Nimm OGG, etwas besser und immerhin unterstützen das einige Player und Linux!

----------

## Frank1969

- das problem ist aber das ogg kein mp3 stick kann (autoradio kanns auch nicht) und die lieder jedesmal umrechnen ist ja nicht so witzig.

- dann denke ich mal das man an ogg dateien kein bild anhängen kann

- ogg wird auch größer sein und das geht nicht, noch kleiner als jetzt wäre mir lieber, aber das bei einer halbwegs vernünftigen qualität hinzubekommen wird wohl nicht gehen. 

und ich muss sagen, mir reicht mp3pro allemal und die lieder sind anstatt 3 mb mp3 nur 1.5 mb mp3pro.

das es nicht das non plus ultra ist ist schon klar, aber wie gesagt, die qualität reicht mir, es klingt annehmbar.

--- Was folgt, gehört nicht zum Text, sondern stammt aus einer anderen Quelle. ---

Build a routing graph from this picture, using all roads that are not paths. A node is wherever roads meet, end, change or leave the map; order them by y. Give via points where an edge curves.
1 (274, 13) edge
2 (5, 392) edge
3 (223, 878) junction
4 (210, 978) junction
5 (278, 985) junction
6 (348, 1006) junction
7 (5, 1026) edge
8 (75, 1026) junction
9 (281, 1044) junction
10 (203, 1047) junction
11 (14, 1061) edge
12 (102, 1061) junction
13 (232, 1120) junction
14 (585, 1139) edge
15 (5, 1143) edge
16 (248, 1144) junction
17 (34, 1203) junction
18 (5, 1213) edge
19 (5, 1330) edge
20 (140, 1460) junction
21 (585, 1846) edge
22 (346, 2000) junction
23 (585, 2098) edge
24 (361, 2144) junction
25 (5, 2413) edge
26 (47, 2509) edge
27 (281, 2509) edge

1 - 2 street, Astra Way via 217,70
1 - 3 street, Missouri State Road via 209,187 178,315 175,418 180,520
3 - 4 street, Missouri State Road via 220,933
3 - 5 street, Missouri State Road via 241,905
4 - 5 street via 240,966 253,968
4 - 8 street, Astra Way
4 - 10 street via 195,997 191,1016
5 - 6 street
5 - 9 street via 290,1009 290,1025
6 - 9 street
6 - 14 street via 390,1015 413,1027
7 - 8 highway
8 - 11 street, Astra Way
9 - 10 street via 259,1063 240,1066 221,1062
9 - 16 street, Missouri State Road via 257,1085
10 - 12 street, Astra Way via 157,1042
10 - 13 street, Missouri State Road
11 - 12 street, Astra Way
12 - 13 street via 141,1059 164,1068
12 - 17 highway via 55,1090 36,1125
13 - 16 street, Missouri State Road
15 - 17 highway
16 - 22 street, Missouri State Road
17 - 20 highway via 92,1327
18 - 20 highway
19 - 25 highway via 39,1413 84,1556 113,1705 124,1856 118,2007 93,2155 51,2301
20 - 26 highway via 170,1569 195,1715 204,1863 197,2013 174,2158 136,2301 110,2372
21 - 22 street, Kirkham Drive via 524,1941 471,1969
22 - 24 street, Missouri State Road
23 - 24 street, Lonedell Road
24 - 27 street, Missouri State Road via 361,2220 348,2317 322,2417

und mp3 mit 64 kbit klingt schlechter als mp3pro mit 64kbit.

----------

## STiGMaTa_ch

 *Frank1969 wrote:*   

> - ogg wird auch größer sein und das geht nicht, noch kleiner als jetzt wäre mir lieber, aber das bei einer halbwegs vernünftigen qualität hinzubekommen wird wohl nicht gehen. 

 

Machst du witze  :Smile:  Während du bei einem mit 64KB komprimierten MP3 die Komprimierung deutlich hörst, merkst du mit OGG im ersten Moment gar nicht, dass es bereits komprimiert ist. Das bedeutet, dass du z.B. 192KB MP3 Files locker mit 96KB unter OGG komprimieren kannst und in etwa den selben Qualitätslevel hast. Wobei dann natürlich die Filegrösse schrumpft!

Vergiss nicht, MP3 hat bald 10 Jahre (oder schon mehr?) auf dem Buckel, während OGG sich aktuellster Kompressionsalgorithmen bedienen kann.

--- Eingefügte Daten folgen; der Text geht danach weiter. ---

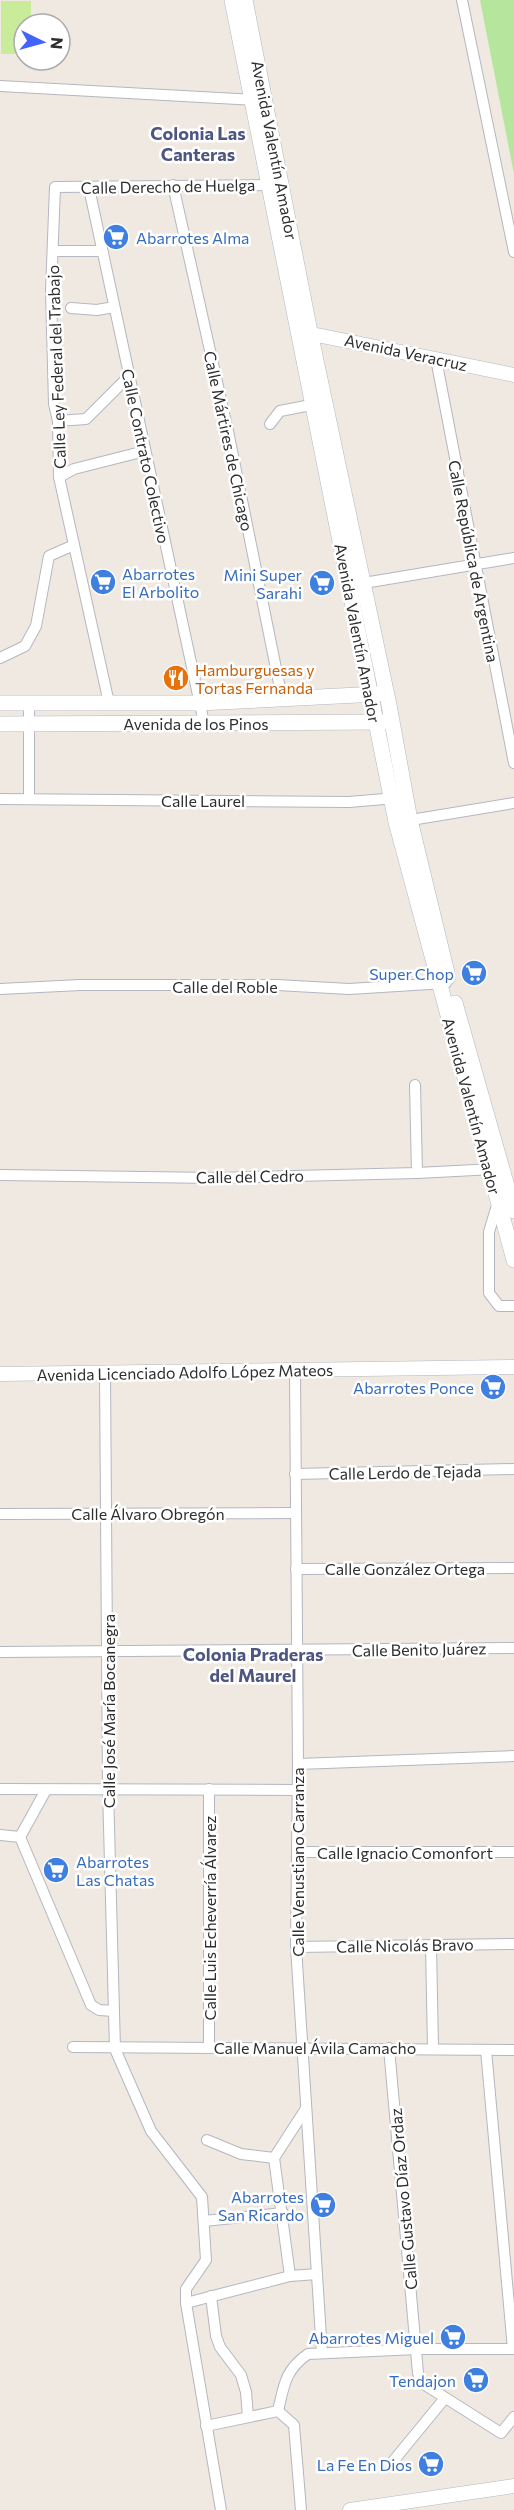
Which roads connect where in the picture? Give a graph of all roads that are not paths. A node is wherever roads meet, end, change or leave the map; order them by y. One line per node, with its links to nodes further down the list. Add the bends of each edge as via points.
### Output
1 (232, 0): 5 (main road, Avenida Valentín Amador)
2 (245, 0): 5 (main road, Avenida Valentín Amador)
3 (462, 0): 12 (street)
4 (0, 86): 5 (street)
5 (259, 100): 7 (main road, Avenida Valentín Amador)
6 (173, 185): 7 (street, Calle Derecho de Huelga); 9 (street, Calle Derecho de Huelga); 31 (street, Calle Mártires de Chicago)
7 (274, 185): 15 (main road, Avenida Valentín Amador)
8 (55, 188): 9 (street, Calle Derecho de Huelga); 10 (street, Calle Ley Federal del Trabajo)
9 (89, 188): 11 (street, Calle Contrato Colectivo)
10 (52, 251): 11 (street); 20 (street, Calle Ley Federal del Trabajo, via 54,404)
11 (102, 251): 13 (street, Calle Contrato Colectivo)
12 (514, 252)
13 (114, 307): 14 (street); 18 (street, Calle Contrato Colectivo)
14 (71, 308)
15 (303, 332): 16 (street, Avenida Veracruz); 19 (main road, Avenida Valentín Amador); 27 (main road, Avenida Valentín Amador)
16 (436, 359): 17 (street, Avenida Veracruz); 26 (street, Calle República de Argentina)
17 (514, 375)
18 (129, 376): 20 (street, via 86,419); 22 (street, Calle Contrato Colectivo)
19 (311, 405): 21 (street, via 280,411); 27 (main road, Avenida Valentín Amador)
20 (58, 421): 23 (street, Calle Ley Federal del Trabajo)
21 (270, 424)
22 (145, 451): 23 (street, via 74,469); 34 (street, Calle Contrato Colectivo)
23 (59, 477): 24 (street, Calle Ley Federal del Trabajo)
24 (74, 545): 28 (street, via 49,556 36,626 25,646); 33 (street, Calle Ley Federal del Trabajo)
25 (514, 558): 26 (street)
26 (475, 566): 27 (street); 41 (street, Calle República de Argentina)
27 (356, 584): 29 (main road, Avenida Valentín Amador); 30 (main road, Avenida Valentín Amador)
28 (0, 658)
29 (387, 694): 30 (main road, Avenida de los Pinos); 36 (main road, Avenida Valentín Amador)
30 (369, 695): 31 (main road, Avenida de los Pinos); 38 (main road, Avenida Valentín Amador)
31 (282, 698): 34 (main road, Avenida de los Pinos)
32 (29, 703): 33 (main road, Avenida de los Pinos); 35 (main road, Avenida de los Pinos); 40 (street)
33 (109, 703): 34 (main road, Avenida de los Pinos)
34 (199, 703): 37 (street, Calle Contrato Colectivo)
35 (0, 704)
36 (392, 720): 38 (main road, Avenida de los Pinos); 42 (main road, Avenida Valentín Amador)
37 (204, 723): 38 (main road, Avenida de los Pinos); 40 (main road, Avenida de los Pinos)
38 (376, 723): 42 (main road, Avenida Valentín Amador)
39 (0, 724): 40 (main road, Avenida de los Pinos)
40 (29, 724): 43 (street)
41 (514, 763)
42 (399, 798): 43 (street, Calle Laurel, via 349,802); 46 (main road, Avenida Valentín Amador)
43 (29, 799): 44 (street, Calle Laurel)
44 (0, 800)
45 (514, 803): 46 (street)
46 (403, 821): 47 (main road, Avenida Valentín Amador)
47 (444, 983): 48 (street, Calle del Roble, via 350,989 277,985); 50 (main road, Avenida Valentín Amador)
48 (0, 989)
49 (415, 1085): 51 (street)
50 (494, 1169): 51 (street, Calle del Cedro); 53 (main road, Avenida Valentín Amador); 54 (main road, Avenida Valentín Amador)
51 (417, 1173): 52 (street, Calle del Cedro, via 215,1178)
52 (0, 1175)
53 (498, 1202): 55 (main road, Avenida Valentín Amador); 56 (street, via 489,1232 489,1293 499,1306)
54 (514, 1211)
55 (514, 1260)
56 (514, 1306)
57 (514, 1367): 58 (street, Avenida Licenciado Adolfo López Mateos)
58 (295, 1371): 59 (street, Avenida Licenciado Adolfo López Mateos); 62 (street, Calle Venustiano Carranza)
59 (105, 1373): 60 (street, Avenida Licenciado Adolfo López Mateos); 63 (street, Calle José María Bocanegra)
60 (0, 1374)
61 (514, 1469): 62 (street, Calle Lerdo de Tejada)
62 (295, 1474): 64 (street, Calle Venustiano Carranza)
63 (106, 1513): 64 (street, Calle Álvaro Obregón); 65 (street, Calle Álvaro Obregón); 69 (street, Calle José María Bocanegra)
64 (295, 1513): 67 (street, Calle Venustiano Carranza)
65 (0, 1514)
66 (514, 1568): 67 (street, Calle González Ortega)
67 (296, 1569): 70 (street, Calle Venustiano Carranza)
68 (514, 1648): 70 (street, Calle Benito Juárez)
69 (108, 1651): 70 (street, Calle Benito Juárez); 71 (street, Calle Benito Juárez); 75 (street, Calle José María Bocanegra)
70 (297, 1651): 73 (street, Calle Venustiano Carranza)
71 (0, 1652)
72 (514, 1756): 73 (street)
73 (298, 1764): 78 (street, Calle Venustiano Carranza)
74 (0, 1789): 77 (street)
75 (108, 1789): 76 (street); 77 (street); 86 (street, Calle José María Bocanegra)
76 (208, 1789): 78 (street); 87 (street, Calle Luis Echeverría Álvarez)
77 (46, 1790): 80 (street)
78 (297, 1790): 81 (street, Calle Venustiano Carranza)
79 (0, 1835): 80 (street)
80 (20, 1837): 86 (street, via 91,2005)
81 (297, 1852): 82 (street, Calle Ignacio Comonfort); 85 (street, Calle Venustiano Carranza)
82 (514, 1852)
83 (514, 1944): 84 (street, Calle Nicolás Bravo)
84 (431, 1945): 85 (street, Calle Nicolás Bravo); 91 (street)
85 (296, 1947): 89 (street, Calle Venustiano Carranza)
86 (114, 2011): 92 (street, Calle José María Bocanegra)
87 (209, 2046): 89 (street, Calle Manuel Ávila Camacho); 92 (street, Calle Manuel Ávila Camacho)
88 (73, 2047): 92 (street, Calle Manuel Ávila Camacho)
89 (301, 2047): 90 (street, Calle Manuel Ávila Camacho); 95 (street, Calle Venustiano Carranza)
90 (389, 2048): 91 (street, Calle Manuel Ávila Camacho); 104 (street, Calle Gustavo Díaz Ordaz)
91 (433, 2048): 93 (street, Calle Manuel Ávila Camacho)
92 (115, 2049): 99 (street, via 151,2131 202,2197)
93 (486, 2050): 94 (street, Calle Manuel Ávila Camacho); 105 (street)
94 (514, 2050)
95 (305, 2110): 97 (street); 100 (street, Calle Venustiano Carranza)
96 (207, 2140): 97 (street, via 241,2154)
97 (274, 2158): 98 (street)
98 (283, 2212): 99 (street); 101 (street)
99 (204, 2220): 103 (street, via 206,2260 186,2289)
100 (317, 2274): 101 (street); 106 (street, Calle Venustiano Carranza)
101 (290, 2276): 102 (street)
102 (212, 2296): 103 (street); 109 (street, via 216,2336 220,2348 241,2375)
103 (186, 2303): 111 (street)
104 (417, 2349): 105 (street); 106 (street); 107 (street, Calle Gustavo Díaz Ordaz, via 422,2383)
105 (513, 2349)
106 (322, 2353): 108 (street, via 308,2354 293,2364)
107 (446, 2398): 110 (street, Calle Gustavo Díaz Ordaz, via 501,2433); 112 (street)
108 (278, 2411): 109 (street); 116 (street, via 294,2425)
109 (248, 2417): 111 (street)
110 (514, 2417)
111 (206, 2426): 115 (street)
112 (390, 2465)
113 (514, 2486): 114 (street)
114 (434, 2505): 117 (street)
115 (221, 2510)
116 (301, 2510)
117 (350, 2510)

Aber das mit den Bildern wirst du wohl nicht hinkriegen. Wobei ich gar nicht sicher bin ob das mit MP3 wirklich auch geht.  Bist du sicher, dass dies nicht einfach ein Feature vom Mediaplayer unter Windows ist? Sprich, der Mediaplayer grast einfach eine Datenbank ab (So wie die freedb für die Tracktitel) und zeigt (wenn vorhanden) einfach ein Album Bild an.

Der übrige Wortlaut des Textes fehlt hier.